Your goal: Whenever a line contains "Jalan", include it in the count; reply with the number of such lines in the data and nothing else.

+ + + + + + +

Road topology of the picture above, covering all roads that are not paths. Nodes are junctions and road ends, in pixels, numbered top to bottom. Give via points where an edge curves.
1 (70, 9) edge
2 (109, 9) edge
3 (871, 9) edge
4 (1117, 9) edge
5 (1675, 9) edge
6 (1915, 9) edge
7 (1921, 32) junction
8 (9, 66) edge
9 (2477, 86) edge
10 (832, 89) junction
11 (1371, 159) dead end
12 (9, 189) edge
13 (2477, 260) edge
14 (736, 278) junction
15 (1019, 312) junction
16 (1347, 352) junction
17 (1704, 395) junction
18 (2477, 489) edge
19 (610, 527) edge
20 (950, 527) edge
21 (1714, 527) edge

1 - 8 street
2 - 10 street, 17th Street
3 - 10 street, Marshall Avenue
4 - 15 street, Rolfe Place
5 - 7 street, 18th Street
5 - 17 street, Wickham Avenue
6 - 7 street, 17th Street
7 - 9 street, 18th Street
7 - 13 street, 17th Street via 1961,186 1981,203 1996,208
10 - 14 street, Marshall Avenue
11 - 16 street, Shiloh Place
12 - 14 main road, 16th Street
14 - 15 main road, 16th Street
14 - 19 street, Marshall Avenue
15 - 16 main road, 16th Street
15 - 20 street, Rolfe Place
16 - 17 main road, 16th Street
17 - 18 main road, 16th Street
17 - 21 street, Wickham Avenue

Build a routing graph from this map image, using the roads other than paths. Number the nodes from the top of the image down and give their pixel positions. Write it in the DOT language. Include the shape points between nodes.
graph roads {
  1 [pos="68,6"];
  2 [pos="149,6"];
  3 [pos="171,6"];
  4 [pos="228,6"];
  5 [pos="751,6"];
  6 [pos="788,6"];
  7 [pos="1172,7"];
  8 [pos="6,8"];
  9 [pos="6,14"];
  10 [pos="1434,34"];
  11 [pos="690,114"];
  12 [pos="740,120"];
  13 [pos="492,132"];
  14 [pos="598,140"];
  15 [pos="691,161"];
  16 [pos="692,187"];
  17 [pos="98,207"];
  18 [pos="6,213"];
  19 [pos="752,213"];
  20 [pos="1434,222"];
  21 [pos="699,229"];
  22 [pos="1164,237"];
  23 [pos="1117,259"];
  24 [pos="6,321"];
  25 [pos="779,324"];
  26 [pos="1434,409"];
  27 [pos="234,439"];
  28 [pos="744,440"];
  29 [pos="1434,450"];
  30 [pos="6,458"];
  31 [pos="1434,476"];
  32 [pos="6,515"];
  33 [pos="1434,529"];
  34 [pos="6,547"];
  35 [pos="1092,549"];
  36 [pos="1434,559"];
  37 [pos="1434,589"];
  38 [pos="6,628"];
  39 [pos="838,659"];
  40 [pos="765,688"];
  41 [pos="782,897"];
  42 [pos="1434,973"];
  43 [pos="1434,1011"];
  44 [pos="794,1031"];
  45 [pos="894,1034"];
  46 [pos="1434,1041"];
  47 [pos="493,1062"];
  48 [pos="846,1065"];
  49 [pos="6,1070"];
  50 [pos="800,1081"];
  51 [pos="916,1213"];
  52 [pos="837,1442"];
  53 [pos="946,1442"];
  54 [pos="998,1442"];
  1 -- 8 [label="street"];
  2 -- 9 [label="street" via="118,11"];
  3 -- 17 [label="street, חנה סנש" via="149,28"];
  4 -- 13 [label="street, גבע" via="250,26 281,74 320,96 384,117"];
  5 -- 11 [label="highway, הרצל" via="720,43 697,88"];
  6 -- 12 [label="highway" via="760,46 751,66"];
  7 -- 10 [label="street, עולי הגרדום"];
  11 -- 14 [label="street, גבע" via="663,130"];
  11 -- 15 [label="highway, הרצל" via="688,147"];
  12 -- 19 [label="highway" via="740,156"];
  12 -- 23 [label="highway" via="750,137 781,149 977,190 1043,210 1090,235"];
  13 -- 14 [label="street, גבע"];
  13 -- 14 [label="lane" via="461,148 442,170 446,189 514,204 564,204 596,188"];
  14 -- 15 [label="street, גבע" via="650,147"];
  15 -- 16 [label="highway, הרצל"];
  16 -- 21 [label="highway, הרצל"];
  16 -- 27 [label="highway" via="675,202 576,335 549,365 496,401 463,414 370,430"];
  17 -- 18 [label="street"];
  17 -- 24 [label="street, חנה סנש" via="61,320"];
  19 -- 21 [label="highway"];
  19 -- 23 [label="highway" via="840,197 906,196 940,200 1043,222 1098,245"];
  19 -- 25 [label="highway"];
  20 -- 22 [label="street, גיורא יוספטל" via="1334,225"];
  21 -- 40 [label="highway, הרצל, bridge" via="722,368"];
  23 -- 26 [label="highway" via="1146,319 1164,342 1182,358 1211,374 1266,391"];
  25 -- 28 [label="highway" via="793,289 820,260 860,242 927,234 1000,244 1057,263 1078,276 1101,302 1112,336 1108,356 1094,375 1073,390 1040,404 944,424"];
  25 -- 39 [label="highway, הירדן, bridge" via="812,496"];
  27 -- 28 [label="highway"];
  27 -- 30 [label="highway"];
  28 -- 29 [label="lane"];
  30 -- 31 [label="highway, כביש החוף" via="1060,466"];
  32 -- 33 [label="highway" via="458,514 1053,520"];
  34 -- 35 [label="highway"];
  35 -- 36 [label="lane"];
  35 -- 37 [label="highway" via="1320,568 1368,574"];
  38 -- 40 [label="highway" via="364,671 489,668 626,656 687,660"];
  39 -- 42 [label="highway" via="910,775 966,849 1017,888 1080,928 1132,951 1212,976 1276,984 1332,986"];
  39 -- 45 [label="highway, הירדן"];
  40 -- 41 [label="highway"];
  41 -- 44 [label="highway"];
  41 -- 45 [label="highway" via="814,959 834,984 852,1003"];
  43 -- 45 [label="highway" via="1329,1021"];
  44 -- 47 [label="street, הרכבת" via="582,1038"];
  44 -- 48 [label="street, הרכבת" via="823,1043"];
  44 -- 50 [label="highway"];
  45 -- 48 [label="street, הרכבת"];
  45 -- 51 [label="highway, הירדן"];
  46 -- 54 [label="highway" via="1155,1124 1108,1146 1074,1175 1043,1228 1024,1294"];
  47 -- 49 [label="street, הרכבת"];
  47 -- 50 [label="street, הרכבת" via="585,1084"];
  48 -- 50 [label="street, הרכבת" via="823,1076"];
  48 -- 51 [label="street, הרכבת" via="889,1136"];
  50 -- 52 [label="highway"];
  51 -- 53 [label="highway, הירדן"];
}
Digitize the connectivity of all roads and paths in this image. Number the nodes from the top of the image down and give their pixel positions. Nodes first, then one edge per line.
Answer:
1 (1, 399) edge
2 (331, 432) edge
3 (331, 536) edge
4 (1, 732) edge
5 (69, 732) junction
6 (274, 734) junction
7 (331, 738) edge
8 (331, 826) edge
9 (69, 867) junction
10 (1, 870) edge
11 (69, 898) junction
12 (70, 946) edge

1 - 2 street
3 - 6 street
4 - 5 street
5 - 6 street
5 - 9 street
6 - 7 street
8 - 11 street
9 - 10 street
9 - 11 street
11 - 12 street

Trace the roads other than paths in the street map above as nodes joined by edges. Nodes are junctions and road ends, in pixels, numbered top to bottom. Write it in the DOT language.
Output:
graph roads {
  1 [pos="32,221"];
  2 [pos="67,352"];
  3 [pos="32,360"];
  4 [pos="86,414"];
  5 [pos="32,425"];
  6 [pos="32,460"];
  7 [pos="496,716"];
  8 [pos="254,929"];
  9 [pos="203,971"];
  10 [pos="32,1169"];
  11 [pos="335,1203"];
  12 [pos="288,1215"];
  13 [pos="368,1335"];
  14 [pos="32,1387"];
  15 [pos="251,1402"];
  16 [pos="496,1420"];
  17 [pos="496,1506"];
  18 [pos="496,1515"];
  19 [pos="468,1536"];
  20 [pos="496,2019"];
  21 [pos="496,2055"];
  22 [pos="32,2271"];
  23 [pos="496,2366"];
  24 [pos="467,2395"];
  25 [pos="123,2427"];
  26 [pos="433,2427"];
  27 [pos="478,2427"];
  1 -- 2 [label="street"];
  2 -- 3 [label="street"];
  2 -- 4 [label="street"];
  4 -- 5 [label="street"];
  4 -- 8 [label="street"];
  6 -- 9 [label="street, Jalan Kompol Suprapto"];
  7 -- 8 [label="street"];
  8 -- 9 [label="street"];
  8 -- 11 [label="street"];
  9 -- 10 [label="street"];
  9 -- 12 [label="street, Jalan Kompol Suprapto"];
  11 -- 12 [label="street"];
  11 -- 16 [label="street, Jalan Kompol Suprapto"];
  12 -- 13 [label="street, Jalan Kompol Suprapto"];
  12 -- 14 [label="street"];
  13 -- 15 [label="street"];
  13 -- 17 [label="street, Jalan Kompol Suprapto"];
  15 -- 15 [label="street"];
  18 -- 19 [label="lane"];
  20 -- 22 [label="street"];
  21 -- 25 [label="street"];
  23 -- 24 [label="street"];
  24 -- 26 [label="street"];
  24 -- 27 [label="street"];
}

+ + + + + + +

Task output: 5